*WORK INSTRUCTION*. Write down nothing except how many lines in the entries contain "Sans".

(THE INPUT Opens)

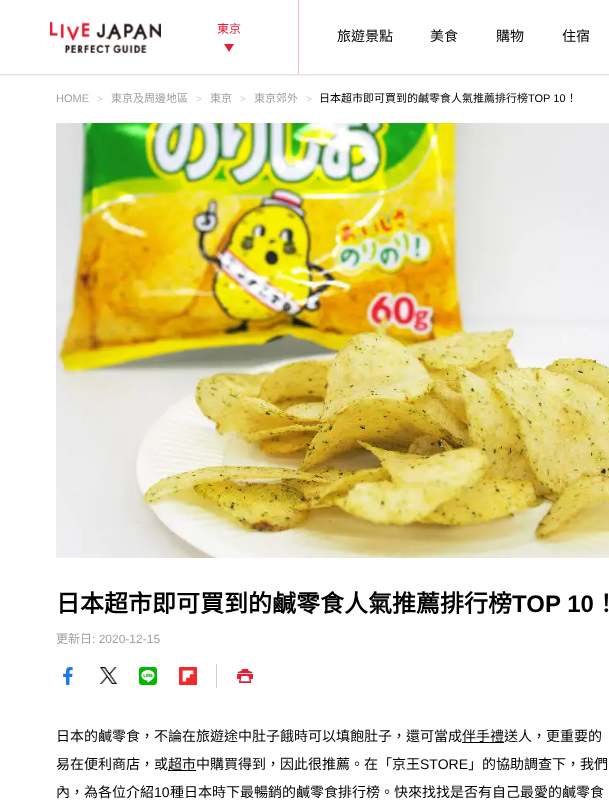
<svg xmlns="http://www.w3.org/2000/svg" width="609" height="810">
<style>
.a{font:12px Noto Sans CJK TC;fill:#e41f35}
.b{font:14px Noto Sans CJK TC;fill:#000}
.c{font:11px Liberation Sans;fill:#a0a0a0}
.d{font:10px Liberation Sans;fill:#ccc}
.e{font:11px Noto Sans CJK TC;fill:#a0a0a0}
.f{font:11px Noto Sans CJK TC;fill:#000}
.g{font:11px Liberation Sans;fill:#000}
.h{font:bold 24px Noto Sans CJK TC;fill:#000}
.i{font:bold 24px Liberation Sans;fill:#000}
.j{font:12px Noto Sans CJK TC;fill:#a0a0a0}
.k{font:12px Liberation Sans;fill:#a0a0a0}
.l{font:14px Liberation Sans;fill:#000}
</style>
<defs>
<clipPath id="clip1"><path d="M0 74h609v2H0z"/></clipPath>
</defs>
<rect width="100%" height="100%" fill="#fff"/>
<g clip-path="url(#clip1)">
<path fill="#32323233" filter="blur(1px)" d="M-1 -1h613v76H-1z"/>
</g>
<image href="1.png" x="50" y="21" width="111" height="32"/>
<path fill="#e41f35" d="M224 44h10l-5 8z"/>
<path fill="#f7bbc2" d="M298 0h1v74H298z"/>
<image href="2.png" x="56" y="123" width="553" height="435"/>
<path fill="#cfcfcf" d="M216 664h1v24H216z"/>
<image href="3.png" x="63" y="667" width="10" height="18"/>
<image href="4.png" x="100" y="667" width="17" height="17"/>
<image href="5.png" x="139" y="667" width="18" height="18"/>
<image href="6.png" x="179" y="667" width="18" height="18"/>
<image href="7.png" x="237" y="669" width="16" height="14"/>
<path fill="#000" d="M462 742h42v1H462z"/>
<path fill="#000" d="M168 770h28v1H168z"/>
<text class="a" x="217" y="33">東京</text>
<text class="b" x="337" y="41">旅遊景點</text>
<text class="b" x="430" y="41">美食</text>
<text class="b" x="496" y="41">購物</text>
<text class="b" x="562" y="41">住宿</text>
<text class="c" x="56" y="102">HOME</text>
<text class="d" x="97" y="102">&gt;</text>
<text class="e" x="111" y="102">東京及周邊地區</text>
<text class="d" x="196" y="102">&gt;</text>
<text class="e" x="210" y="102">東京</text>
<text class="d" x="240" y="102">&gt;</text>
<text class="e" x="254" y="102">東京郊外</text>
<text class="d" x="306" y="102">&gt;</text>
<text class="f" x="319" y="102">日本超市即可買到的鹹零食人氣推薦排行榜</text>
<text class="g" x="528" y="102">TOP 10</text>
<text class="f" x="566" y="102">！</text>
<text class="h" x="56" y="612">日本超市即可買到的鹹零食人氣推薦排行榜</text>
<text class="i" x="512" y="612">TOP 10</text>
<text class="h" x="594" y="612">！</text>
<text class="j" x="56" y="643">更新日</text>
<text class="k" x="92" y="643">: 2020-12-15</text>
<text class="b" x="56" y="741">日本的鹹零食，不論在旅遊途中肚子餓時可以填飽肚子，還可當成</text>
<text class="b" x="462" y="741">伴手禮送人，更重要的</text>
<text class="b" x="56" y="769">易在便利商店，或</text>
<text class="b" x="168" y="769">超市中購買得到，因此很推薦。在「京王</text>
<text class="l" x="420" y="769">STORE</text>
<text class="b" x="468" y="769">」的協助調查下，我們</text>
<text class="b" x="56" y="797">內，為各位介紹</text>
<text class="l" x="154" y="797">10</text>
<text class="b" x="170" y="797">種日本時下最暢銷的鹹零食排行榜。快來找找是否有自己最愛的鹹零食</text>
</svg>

(THE INPUT Closes)

*SOLUTION TO THE EXERCISE*. 12